The question is as follows:
Let X be a variable with bin(25,p)-distribution. We test $H_{0}$: p $\geq$ 0.4 against $H_{1}$: p < 0.4. If we want a power function of at least 0.6 in p = 0.3, how large must we choose the size of the test at least?
I'm not really sure what the right approach is here. Do I have to compute the critical region first?
I know the critical region is like: {0,...,$c_{\alpha_{0}}$}, and
$P_{0.3}$(X$\leq c_{\alpha_{0}}$) $\geq$ 0.6, to compute this I can use the normal approximation.
Can someone tell me what the approach is? :) Thanks
Out of the four quantities significance level $\alpha,$ power, sample size, and difference $\Delta$ detected, a power computation typically specifies three and finds the remaining one.

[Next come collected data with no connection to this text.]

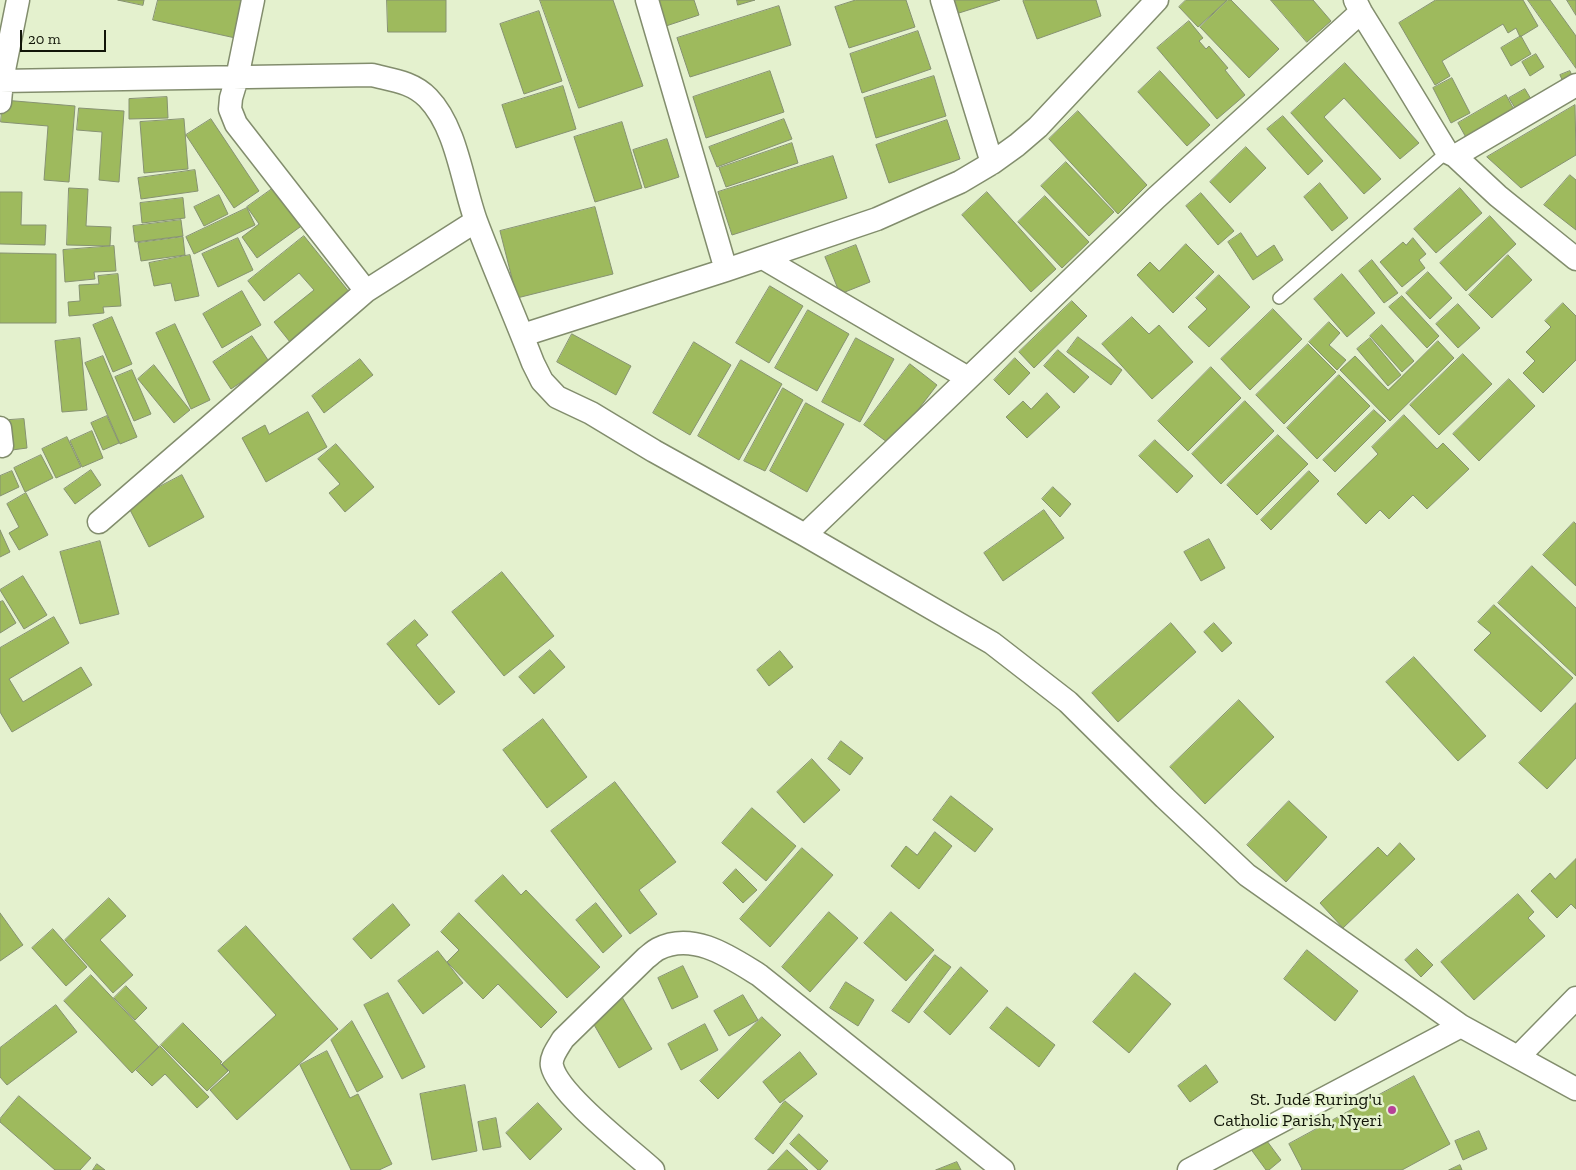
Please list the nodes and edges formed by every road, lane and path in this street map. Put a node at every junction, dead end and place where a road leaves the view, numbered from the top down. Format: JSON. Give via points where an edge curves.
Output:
{"nodes":[{"id":1,"x":18,"y":0,"type":"edge"},
{"id":2,"x":253,"y":0,"type":"edge"},
{"id":3,"x":647,"y":0,"type":"edge"},
{"id":4,"x":942,"y":0,"type":"edge"},
{"id":5,"x":1157,"y":0,"type":"edge"},
{"id":6,"x":1358,"y":6,"type":"edge"},
{"id":7,"x":237,"y":78,"type":"junction"},
{"id":8,"x":1576,"y":85,"type":"edge"},
{"id":9,"x":0,"y":88,"type":"edge"},
{"id":10,"x":1451,"y":154,"type":"junction"},
{"id":11,"x":992,"y":163,"type":"junction"},
{"id":12,"x":476,"y":221,"type":"junction"},
{"id":13,"x":763,"y":258,"type":"junction"},
{"id":14,"x":1576,"y":259,"type":"edge"},
{"id":15,"x":726,"y":270,"type":"junction"},
{"id":16,"x":366,"y":291,"type":"junction"},
{"id":17,"x":1279,"y":298,"type":"dead end"},
{"id":18,"x":523,"y":335,"type":"junction"},
{"id":19,"x":968,"y":378,"type":"junction"},
{"id":20,"x":99,"y":522,"type":"dead end"},
{"id":21,"x":806,"y":535,"type":"junction"},
{"id":22,"x":1576,"y":998,"type":"edge"},
{"id":23,"x":1461,"y":1026,"type":"junction"},
{"id":24,"x":1518,"y":1057,"type":"junction"},
{"id":25,"x":1576,"y":1089,"type":"edge"},
{"id":26,"x":653,"y":1170,"type":"edge"},
{"id":27,"x":1003,"y":1170,"type":"edge"},
{"id":28,"x":1189,"y":1170,"type":"edge"}],
"edges":[{"from":1,"to":9,"type":"street"},
{"from":2,"to":7,"type":"street"},
{"from":3,"to":15,"type":"street"},
{"from":4,"to":11,"type":"street"},
{"from":5,"to":11,"type":"street","via":[[1038,127]]},
{"from":6,"to":10,"type":"street"},
{"from":6,"to":19,"type":"street"},
{"from":7,"to":9,"type":"street"},
{"from":7,"to":12,"type":"street","via":[[372,75],[408,83],[427,97],[443,119]]},
{"from":7,"to":16,"type":"street","via":[[230,109],[236,124]]},
{"from":8,"to":10,"type":"street"},
{"from":10,"to":14,"type":"street"},
{"from":10,"to":17,"type":"lane"},
{"from":11,"to":13,"type":"street","via":[[960,182],[877,219]]},
{"from":12,"to":16,"type":"street"},
{"from":12,"to":18,"type":"street"},
{"from":13,"to":15,"type":"street"},
{"from":13,"to":19,"type":"street"},
{"from":15,"to":18,"type":"street"},
{"from":16,"to":20,"type":"street"},
{"from":18,"to":21,"type":"street","via":[[542,381],[557,397]]},
{"from":19,"to":21,"type":"street"},
{"from":21,"to":23,"type":"street","via":[[992,644],[1068,702],[1247,875]]},
{"from":22,"to":24,"type":"street"},
{"from":23,"to":24,"type":"street"},
{"from":23,"to":28,"type":"street"},
{"from":24,"to":25,"type":"street"},
{"from":26,"to":27,"type":"street","via":[[568,1095],[552,1065],[555,1051],[563,1039],[646,958],[675,943],[694,944],[724,953],[758,976]]}]}
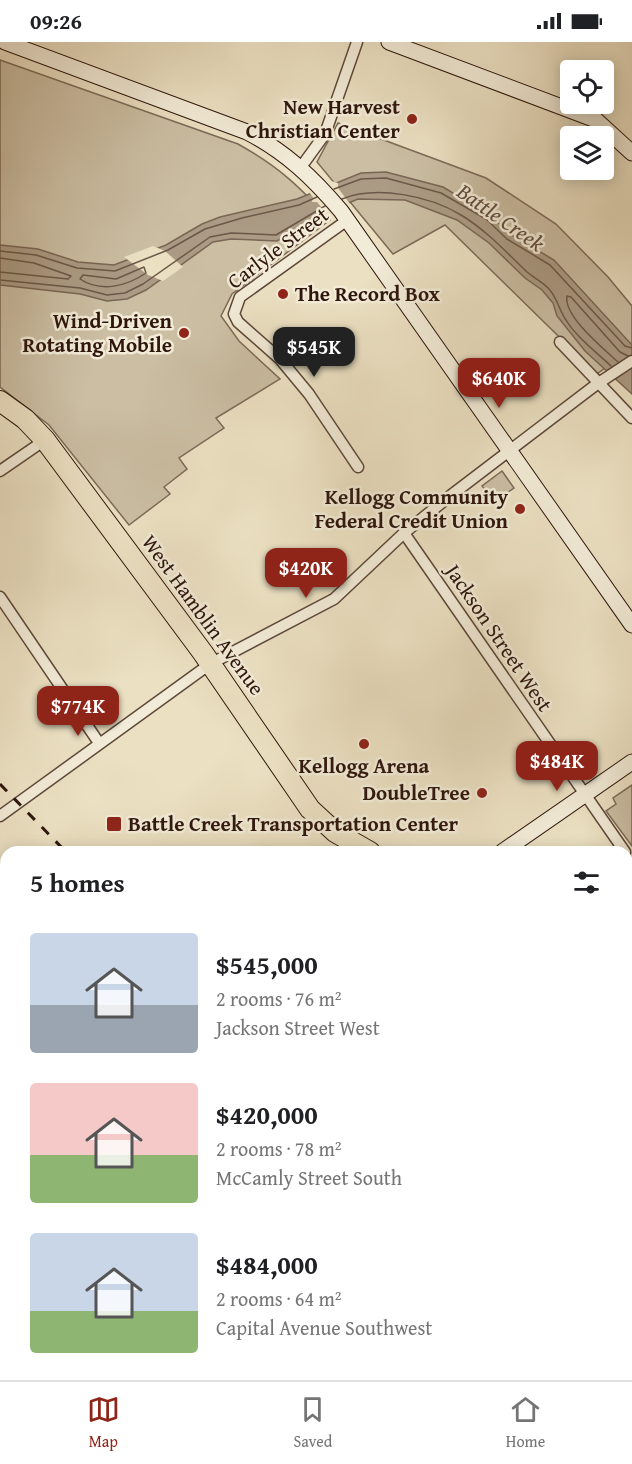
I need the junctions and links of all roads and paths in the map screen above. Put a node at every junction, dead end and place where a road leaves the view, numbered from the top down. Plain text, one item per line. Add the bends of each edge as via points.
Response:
1 (5, 42) edge
2 (357, 42) edge
3 (389, 42) edge
4 (632, 153) edge
5 (306, 171) junction
6 (344, 216) junction
7 (560, 342) dead end
8 (632, 362) edge
9 (602, 381) junction
10 (0, 400) edge
11 (632, 418) edge
12 (45, 440) junction
13 (509, 453) junction
14 (358, 467) dead end
15 (0, 471) edge
16 (404, 533) junction
17 (0, 597) edge
18 (632, 625) edge
19 (210, 664) junction
20 (99, 743) junction
21 (632, 762) edge
22 (584, 794) junction
23 (0, 816) edge
24 (360, 846) edge
25 (510, 846) edge
26 (621, 846) edge

1 - 5 street via 229,124 266,142
2 - 5 street via 325,134
3 - 4 street via 596,120
5 - 6 street
6 - 13 street
6 - 14 street, Carlyle Street via 240,297 234,307 238,322 280,359 309,394
7 - 9 street
8 - 9 street
9 - 11 street
9 - 13 street
10 - 12 highway, West Hamblin Avenue
12 - 15 street
12 - 19 highway, West Hamblin Avenue
13 - 16 street
13 - 18 street
16 - 19 street via 331,601
16 - 22 street, Jackson Street West
17 - 20 street
19 - 20 street
19 - 24 highway, West Hamblin Avenue via 310,809 335,832
20 - 23 street
21 - 22 street
22 - 25 street
22 - 26 street, Jackson Street West

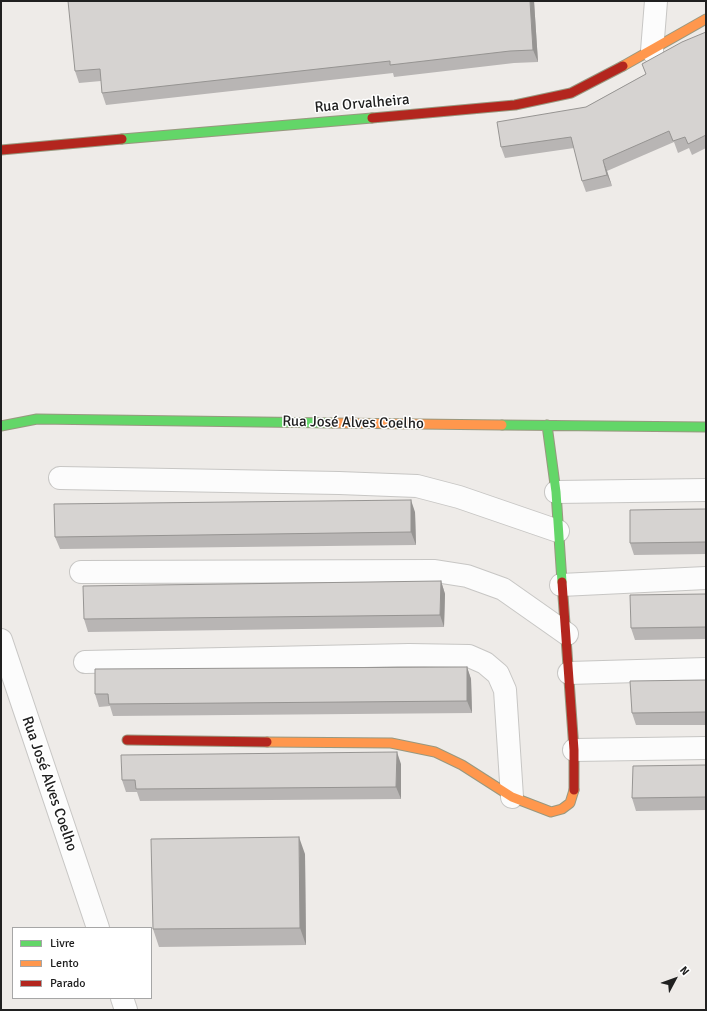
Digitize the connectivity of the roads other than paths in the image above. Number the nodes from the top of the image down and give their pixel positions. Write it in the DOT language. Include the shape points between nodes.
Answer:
graph roads {
  1 [pos="656,1"];
  2 [pos="706,19"];
  3 [pos="652,51"];
  4 [pos="1,150"];
  5 [pos="547,425"];
  6 [pos="1,426"];
  7 [pos="706,427"];
  8 [pos="60,478"];
  9 [pos="706,490"];
  10 [pos="556,492"];
  11 [pos="558,531"];
  12 [pos="81,572"];
  13 [pos="706,578"];
  14 [pos="562,585"];
  15 [pos="567,634"];
  16 [pos="1,640"];
  17 [pos="86,662"];
  18 [pos="706,669"];
  19 [pos="569,673"];
  20 [pos="127,740"];
  21 [pos="706,748"];
  22 [pos="574,750"];
  23 [pos="512,797"];
  24 [pos="98,927"];
  25 [pos="122,999"];
  26 [pos="126,1010"];
  1 -- 3 [label="street"];
  2 -- 3 [label="street, Rua Orvalheira"];
  3 -- 4 [label="street, Rua Orvalheira" via="571,93 515,105"];
  5 -- 6 [label="street, Rua José Alves Coelho" via="37,419"];
  5 -- 7 [label="street, Rua José Alves Coelho"];
  5 -- 10 [label="street"];
  8 -- 11 [label="street" via="417,486"];
  9 -- 10 [label="street"];
  10 -- 11 [label="street"];
  11 -- 14 [label="street"];
  12 -- 15 [label="street" via="436,571 467,576 503,589"];
  13 -- 14 [label="street"];
  14 -- 15 [label="street"];
  15 -- 19 [label="street"];
  16 -- 24 [label="street, Rua José Alves Coelho"];
  17 -- 23 [label="street" via="469,656 485,663 498,674 505,690"];
  18 -- 19 [label="street"];
  19 -- 22 [label="street"];
  20 -- 23 [label="street" via="391,743 435,752 462,765"];
  21 -- 22 [label="street"];
  22 -- 23 [label="street" via="574,796 570,803 551,812"];
  25 -- 26 [label="street"];
}
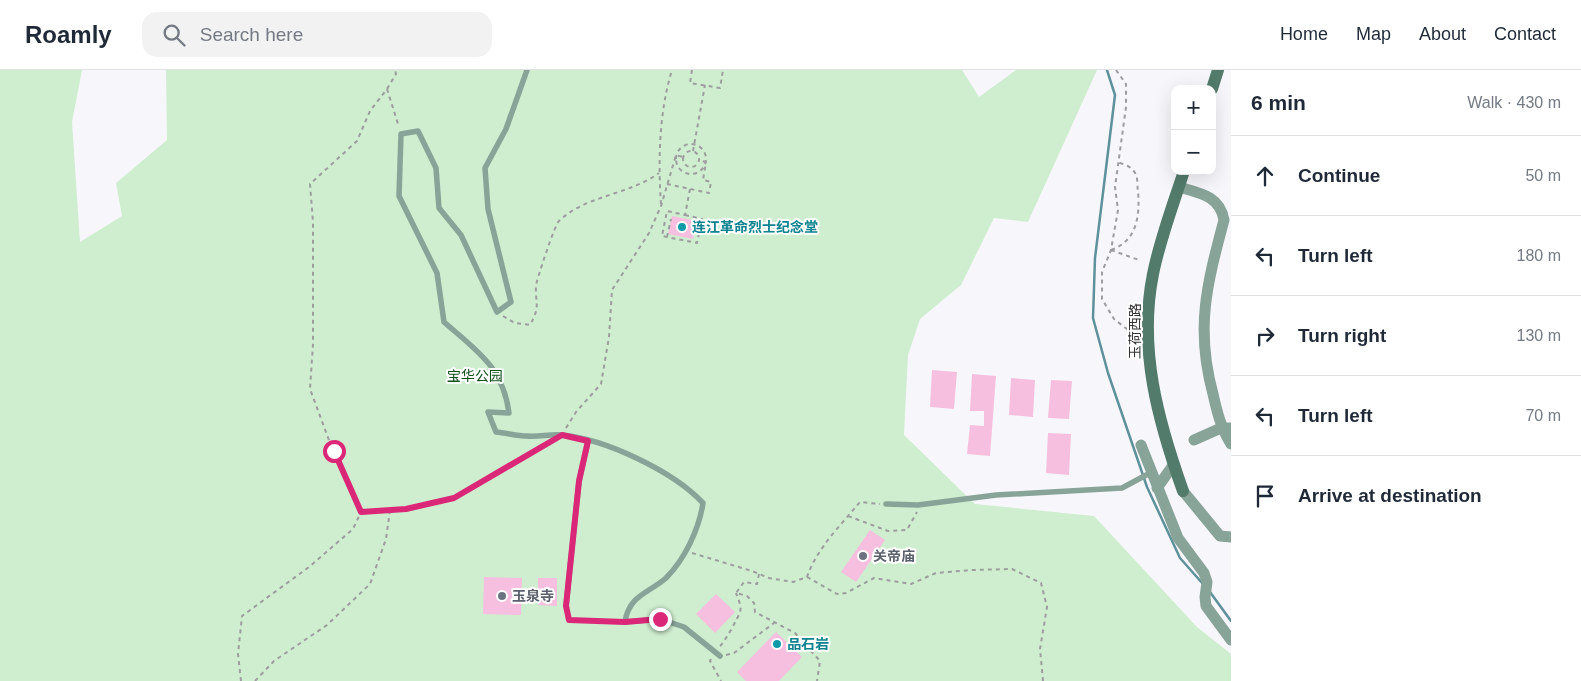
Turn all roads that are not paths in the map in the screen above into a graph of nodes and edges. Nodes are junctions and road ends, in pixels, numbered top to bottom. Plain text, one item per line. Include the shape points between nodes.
1 (527, 70) edge
2 (1218, 70) edge
3 (1213, 85) edge
4 (1183, 175) edge
5 (1179, 187) junction
6 (1227, 211) edge
7 (1226, 428) edge
8 (1194, 440) dead end
9 (588, 441) junction
10 (1231, 444) edge
11 (1141, 445) dead end
12 (1174, 464) junction
13 (1150, 473) junction
14 (1157, 488) junction
15 (1183, 491) joint
16 (886, 504) road end
17 (1231, 536) edge
18 (566, 606) road end
19 (1231, 640) edge
20 (720, 656) road end

1 - 9 lane via 506,129 485,168 488,208 511,302 497,312 461,236 439,208 436,168 418,131 401,134 399,196 438,273 444,322 489,361 506,394 509,413 488,412 496,432 528,437 562,435
2 - 3 main road
4 - 5 main road, 玉荷西路
5 - 6 street via 1211,198
5 - 12 main road, 玉荷西路 via 1156,262 1148,324 1153,391
6 - 7 street via 1204,301 1202,329 1207,372
7 - 8 street
7 - 10 street
9 - 18 lane via 579,481
9 - 20 lane via 657,469 691,490 703,503 700,520 679,563 664,580 642,593 627,612 625,622 660,619 684,627
11 - 13 street
12 - 14 street
12 - 15 main road, 玉荷西路
13 - 14 street
13 - 16 lane via 1122,488 996,495 918,505
14 - 19 street via 1178,538 1204,573 1206,606
15 - 17 street via 1220,536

The following power curve from Minitab uses $\alpha = 0.05, n = 25, \Delta = .4 -.3 = .1,$ and shows power for a range of 'comparison' values (.3 above).
With $\alpha = 0.05,$ the rejection region is too small to get 0.6 power against $\mu_a = .3.$ So you need larger $\alpha.$ What critical value $c$ gives power 0.6? What $\alpha$ is implied by that?
Maybe this will help you clarify a productive approach to your Question.